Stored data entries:
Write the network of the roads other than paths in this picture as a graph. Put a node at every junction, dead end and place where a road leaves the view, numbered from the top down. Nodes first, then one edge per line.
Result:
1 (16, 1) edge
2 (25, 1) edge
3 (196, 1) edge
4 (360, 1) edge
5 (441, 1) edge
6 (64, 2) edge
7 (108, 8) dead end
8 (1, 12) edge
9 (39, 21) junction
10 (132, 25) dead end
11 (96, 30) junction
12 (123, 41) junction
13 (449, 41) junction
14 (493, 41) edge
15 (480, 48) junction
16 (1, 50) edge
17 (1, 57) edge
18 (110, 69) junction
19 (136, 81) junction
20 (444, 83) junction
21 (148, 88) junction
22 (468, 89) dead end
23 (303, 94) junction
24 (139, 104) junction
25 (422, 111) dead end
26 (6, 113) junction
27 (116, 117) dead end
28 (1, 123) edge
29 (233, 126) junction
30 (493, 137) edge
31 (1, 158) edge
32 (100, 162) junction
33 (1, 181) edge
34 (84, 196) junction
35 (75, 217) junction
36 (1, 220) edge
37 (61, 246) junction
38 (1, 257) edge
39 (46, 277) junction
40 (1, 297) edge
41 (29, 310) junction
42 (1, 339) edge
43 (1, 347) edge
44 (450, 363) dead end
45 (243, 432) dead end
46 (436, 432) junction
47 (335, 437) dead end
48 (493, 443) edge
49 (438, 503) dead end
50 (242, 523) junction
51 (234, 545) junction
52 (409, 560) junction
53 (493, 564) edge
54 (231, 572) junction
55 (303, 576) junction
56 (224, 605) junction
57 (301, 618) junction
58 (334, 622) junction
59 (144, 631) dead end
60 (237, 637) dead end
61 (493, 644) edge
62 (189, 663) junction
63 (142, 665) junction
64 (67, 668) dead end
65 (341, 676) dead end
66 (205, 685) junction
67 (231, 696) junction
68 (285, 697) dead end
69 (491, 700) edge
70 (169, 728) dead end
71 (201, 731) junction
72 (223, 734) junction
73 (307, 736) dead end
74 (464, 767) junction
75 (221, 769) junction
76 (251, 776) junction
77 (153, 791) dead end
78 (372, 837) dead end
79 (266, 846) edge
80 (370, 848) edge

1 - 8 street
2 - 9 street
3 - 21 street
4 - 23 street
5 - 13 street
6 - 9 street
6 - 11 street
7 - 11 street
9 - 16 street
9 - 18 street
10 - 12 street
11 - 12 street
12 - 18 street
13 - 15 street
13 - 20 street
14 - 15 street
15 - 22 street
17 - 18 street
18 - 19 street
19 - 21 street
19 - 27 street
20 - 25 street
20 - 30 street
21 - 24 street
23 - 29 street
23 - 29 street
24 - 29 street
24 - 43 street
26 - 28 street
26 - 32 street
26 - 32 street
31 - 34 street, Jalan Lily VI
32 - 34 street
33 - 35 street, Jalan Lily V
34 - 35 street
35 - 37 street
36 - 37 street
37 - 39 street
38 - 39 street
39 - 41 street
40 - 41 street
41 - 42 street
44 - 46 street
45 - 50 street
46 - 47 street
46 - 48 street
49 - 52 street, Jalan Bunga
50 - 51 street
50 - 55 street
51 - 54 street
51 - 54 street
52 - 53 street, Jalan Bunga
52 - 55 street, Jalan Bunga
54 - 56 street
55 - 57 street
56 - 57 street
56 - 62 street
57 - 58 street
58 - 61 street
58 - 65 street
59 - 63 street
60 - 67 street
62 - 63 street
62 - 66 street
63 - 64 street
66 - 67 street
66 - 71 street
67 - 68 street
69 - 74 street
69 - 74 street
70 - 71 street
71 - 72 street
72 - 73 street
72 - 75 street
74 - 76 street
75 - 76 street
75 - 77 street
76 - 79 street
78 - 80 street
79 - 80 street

[Work order] Retype all the data, changing nothing.

[Response to this task]
Write the network of the roads other than paths in this picture as a graph. Put a node at every junction, dead end and place where a road leaves the view, numbered from the top down. Nodes first, then one edge per line.
Result:
1 (16, 1) edge
2 (25, 1) edge
3 (196, 1) edge
4 (360, 1) edge
5 (441, 1) edge
6 (64, 2) edge
7 (108, 8) dead end
8 (1, 12) edge
9 (39, 21) junction
10 (132, 25) dead end
11 (96, 30) junction
12 (123, 41) junction
13 (449, 41) junction
14 (493, 41) edge
15 (480, 48) junction
16 (1, 50) edge
17 (1, 57) edge
18 (110, 69) junction
19 (136, 81) junction
20 (444, 83) junction
21 (148, 88) junction
22 (468, 89) dead end
23 (303, 94) junction
24 (139, 104) junction
25 (422, 111) dead end
26 (6, 113) junction
27 (116, 117) dead end
28 (1, 123) edge
29 (233, 126) junction
30 (493, 137) edge
31 (1, 158) edge
32 (100, 162) junction
33 (1, 181) edge
34 (84, 196) junction
35 (75, 217) junction
36 (1, 220) edge
37 (61, 246) junction
38 (1, 257) edge
39 (46, 277) junction
40 (1, 297) edge
41 (29, 310) junction
42 (1, 339) edge
43 (1, 347) edge
44 (450, 363) dead end
45 (243, 432) dead end
46 (436, 432) junction
47 (335, 437) dead end
48 (493, 443) edge
49 (438, 503) dead end
50 (242, 523) junction
51 (234, 545) junction
52 (409, 560) junction
53 (493, 564) edge
54 (231, 572) junction
55 (303, 576) junction
56 (224, 605) junction
57 (301, 618) junction
58 (334, 622) junction
59 (144, 631) dead end
60 (237, 637) dead end
61 (493, 644) edge
62 (189, 663) junction
63 (142, 665) junction
64 (67, 668) dead end
65 (341, 676) dead end
66 (205, 685) junction
67 (231, 696) junction
68 (285, 697) dead end
69 (491, 700) edge
70 (169, 728) dead end
71 (201, 731) junction
72 (223, 734) junction
73 (307, 736) dead end
74 (464, 767) junction
75 (221, 769) junction
76 (251, 776) junction
77 (153, 791) dead end
78 (372, 837) dead end
79 (266, 846) edge
80 (370, 848) edge

1 - 8 street
2 - 9 street
3 - 21 street
4 - 23 street
5 - 13 street
6 - 9 street
6 - 11 street
7 - 11 street
9 - 16 street
9 - 18 street
10 - 12 street
11 - 12 street
12 - 18 street
13 - 15 street
13 - 20 street
14 - 15 street
15 - 22 street
17 - 18 street
18 - 19 street
19 - 21 street
19 - 27 street
20 - 25 street
20 - 30 street
21 - 24 street
23 - 29 street
23 - 29 street
24 - 29 street
24 - 43 street
26 - 28 street
26 - 32 street
26 - 32 street
31 - 34 street, Jalan Lily VI
32 - 34 street
33 - 35 street, Jalan Lily V
34 - 35 street
35 - 37 street
36 - 37 street
37 - 39 street
38 - 39 street
39 - 41 street
40 - 41 street
41 - 42 street
44 - 46 street
45 - 50 street
46 - 47 street
46 - 48 street
49 - 52 street, Jalan Bunga
50 - 51 street
50 - 55 street
51 - 54 street
51 - 54 street
52 - 53 street, Jalan Bunga
52 - 55 street, Jalan Bunga
54 - 56 street
55 - 57 street
56 - 57 street
56 - 62 street
57 - 58 street
58 - 61 street
58 - 65 street
59 - 63 street
60 - 67 street
62 - 63 street
62 - 66 street
63 - 64 street
66 - 67 street
66 - 71 street
67 - 68 street
69 - 74 street
69 - 74 street
70 - 71 street
71 - 72 street
72 - 73 street
72 - 75 street
74 - 76 street
75 - 76 street
75 - 77 street
76 - 79 street
78 - 80 street
79 - 80 street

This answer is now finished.